Also I wouldn’t call them weak. They don’t fail in stock configuration often, and the same JATCO core bits are used in other cars that at both heavier and have more power. You see them blowing up a lot of modded FXT’s because Cobb/EcuTEK never took the time to dig into the controller code. A CVT requires tighter communications between the motor and transmission so it can set the pully tension. You bump torque up to the moon with e85 and don’t update those parameter and it’s not claiming nearly tight enough to prevent slip.

 

Some people in the Russian Subaru community have figured out how to fix some of this, but you have to use their obscure tuneing platforms with little to no English documentation.

 

Whats interesting here is, most of the Subaru CVT failures are for the 2010-2012 models, which did NOT have shift points.
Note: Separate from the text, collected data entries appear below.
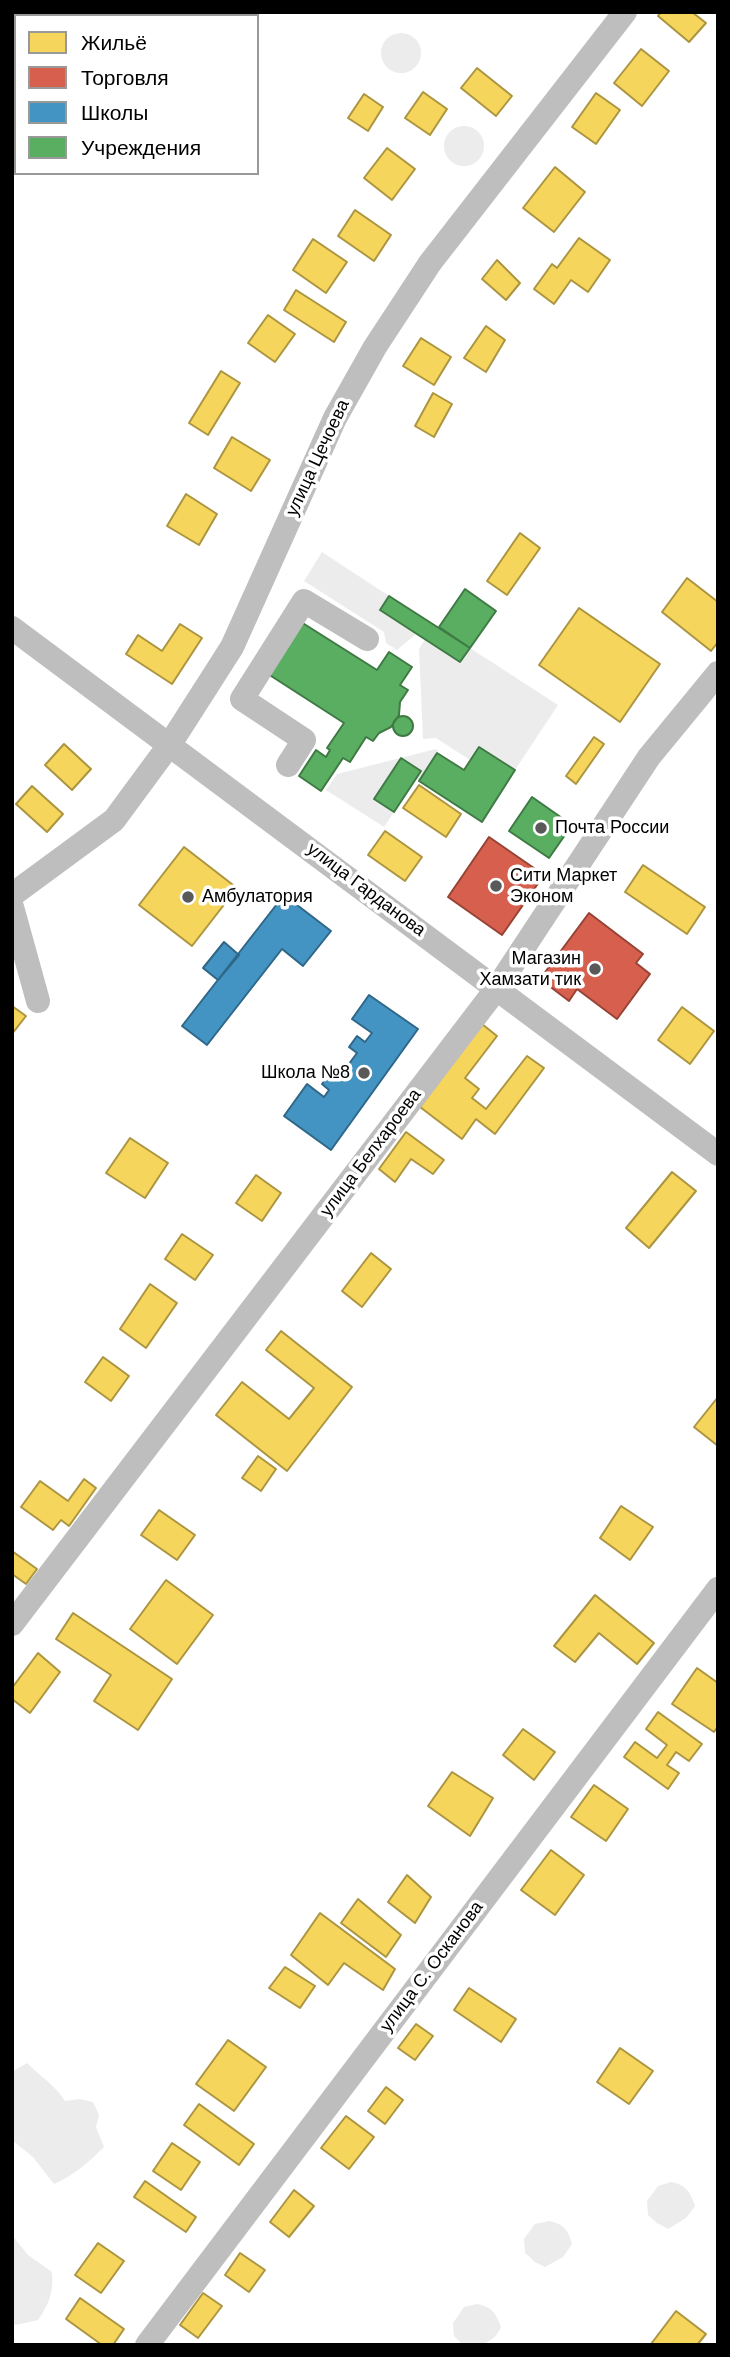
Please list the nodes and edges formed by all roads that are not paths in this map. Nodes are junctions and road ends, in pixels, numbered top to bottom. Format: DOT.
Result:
graph roads {
  1 [pos="625,12"];
  2 [pos="12,628"];
  3 [pos="367,639"];
  4 [pos="718,673"];
  5 [pos="170,744"];
  6 [pos="288,765"];
  7 [pos="12,895"];
  8 [pos="12,908"];
  9 [pos="497,988"];
  10 [pos="38,1001"];
  11 [pos="718,1154"];
  12 [pos="718,1589"];
  13 [pos="12,1624"];
  14 [pos="146,2345"];
  1 -- 5 [label="street, улица Цечоева"];
  2 -- 5 [label="street, улица Гарданова"];
  3 -- 6 [label="street"];
  4 -- 9 [label="street, улица Белхароева"];
  5 -- 7 [label="street, улица Цечоева"];
  5 -- 9 [label="street, улица Гарданова"];
  8 -- 10 [label="street"];
  9 -- 11 [label="street, улица Гарданова"];
  9 -- 13 [label="street, улица Белхароева"];
  12 -- 14 [label="street, улица С. Осканова"];
}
In 2015 Outbacks got shift points, and to be honest I haven't heard of as many failures on those (yet?)

 

I would agree on modded turbo Subarus, but there are failures on bone stock NA motors too. I think it's just growing pains of fairly under developed tech.

 

I love the rubes saying that it's a bad idea that should only be applied to light and low horsepower vehicles.

 

I remember other morons saying the same ignorant shit 15 years ago that it would only ever work in snowmobiles and it would never make it in mainstream vehicles. Then it worked its way up into the Nissan line, then Subaru was using it in most of Outbacks.

 

Now you have it in a 4600 lb vehicle with a 5,000 lb tow rating.

 

Sure, guys. Just let the engineers know they should shut it down because they couldn't possibly improve on a system that was largely ignored and undeveloped until recently. Clearly, they haven't made any progress in the last 15 years worth further development.

 

Agreed, with enough time and R&D I think CVT will be just as reliable as planetary AT. I've heard of plenty of traditional AT's starting to slip (especially after oil changes) and needing to be fixed, but most of the time it was cheaper to just install a new transmission.

 

That was the point I was making way earlier in the thread, buying a brand new AT, MT, or CVT will cost about the same, there are just not a lot of used CVT's to choose from so they are still pretty pricey used too.

 

With that said, that doesn't excuse Nissan's track record. I'm hoping Subaru's high torque CVT is also more reliable then the one in Outbacks, this is why I wont buy an Ascent for a couple years.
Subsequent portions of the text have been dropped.